Saved data entries:
---+---

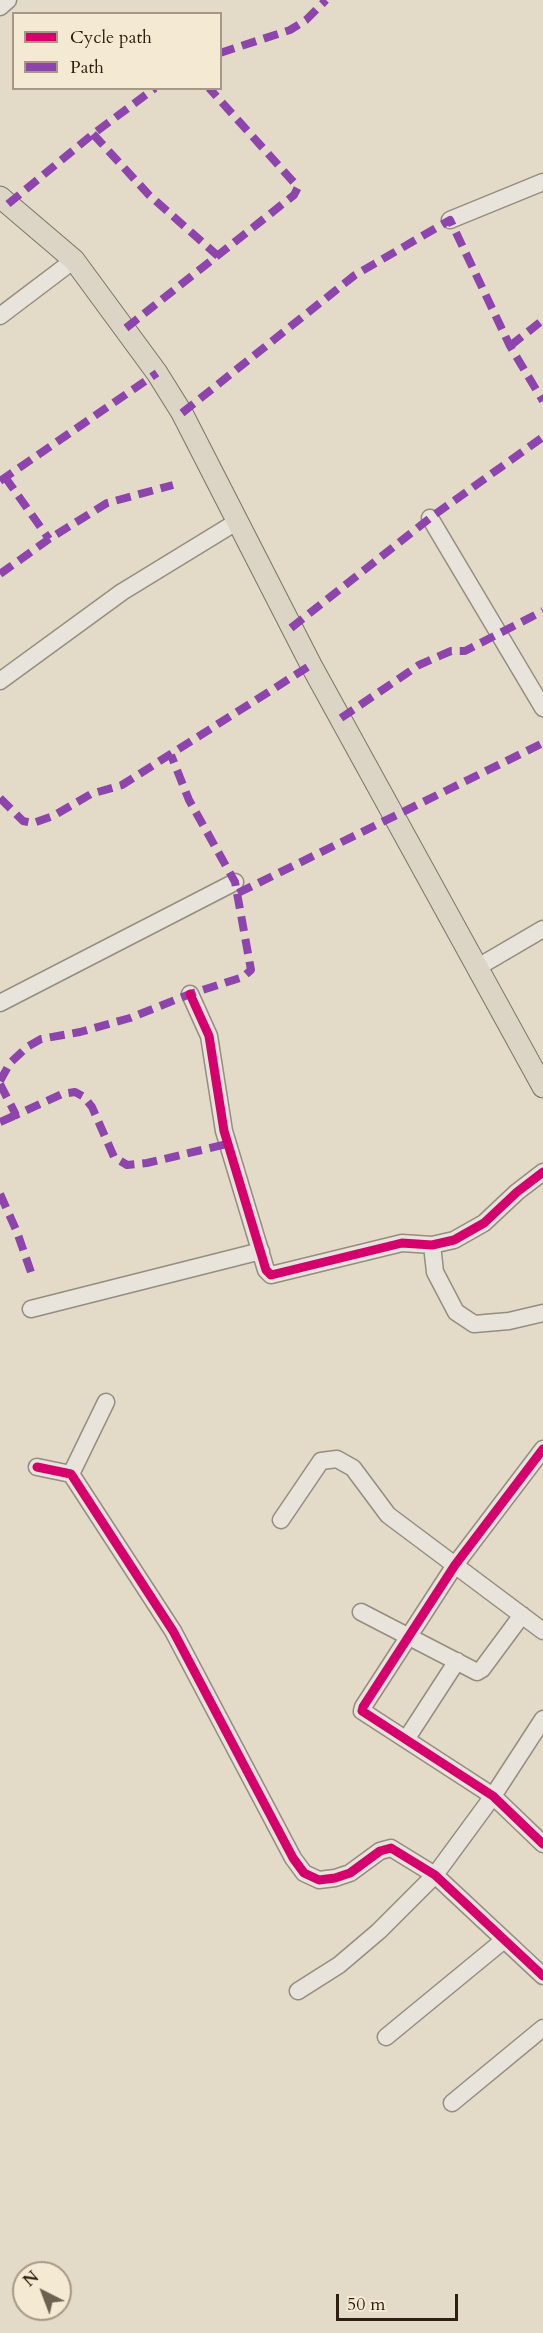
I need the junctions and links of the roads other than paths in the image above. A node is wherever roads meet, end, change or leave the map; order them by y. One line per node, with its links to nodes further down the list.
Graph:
1 (8, 0): 2 (street)
2 (0, 8)
3 (543, 182): 5 (street)
4 (0, 197): 6 (main road)
5 (450, 220)
6 (74, 260): 7 (street); 9 (main road)
7 (0, 316)
8 (430, 519): 11 (street)
9 (238, 521): 10 (street); 14 (main road)
10 (0, 681)
11 (543, 708)
12 (235, 882): 16 (street)
13 (543, 929): 14 (street)
14 (478, 967): 17 (main road)
15 (190, 994): 20 (street)
16 (0, 1003)
17 (543, 1087)
18 (543, 1172): 19 (street)
19 (432, 1245): 20 (street); 22 (street)
20 (261, 1251): 21 (street)
21 (31, 1310)
22 (543, 1313)
23 (106, 1402): 26 (street)
24 (543, 1449): 28 (street)
25 (37, 1467): 26 (street)
26 (71, 1474): 38 (street)
27 (281, 1520): 28 (street)
28 (455, 1564): 30 (street); 32 (street)
29 (361, 1612): 32 (street)
30 (522, 1615): 31 (street); 33 (street)
31 (543, 1631)
32 (408, 1636): 33 (street); 35 (street)
33 (457, 1661): 35 (street)
34 (543, 1719): 36 (street)
35 (407, 1738): 36 (street)
36 (493, 1796): 37 (street); 38 (street)
37 (543, 1844)
38 (435, 1875): 39 (street); 41 (street)
39 (504, 1940): 40 (street); 43 (street)
40 (543, 1976)
41 (298, 1991)
42 (543, 2028): 44 (street)
43 (386, 2037)
44 (452, 2103)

---+---

What is required: If a line in the entries contains "main", copy it.

Answer box:
4 (0, 197): 6 (main road)
6 (74, 260): 7 (street); 9 (main road)
9 (238, 521): 10 (street); 14 (main road)
14 (478, 967): 17 (main road)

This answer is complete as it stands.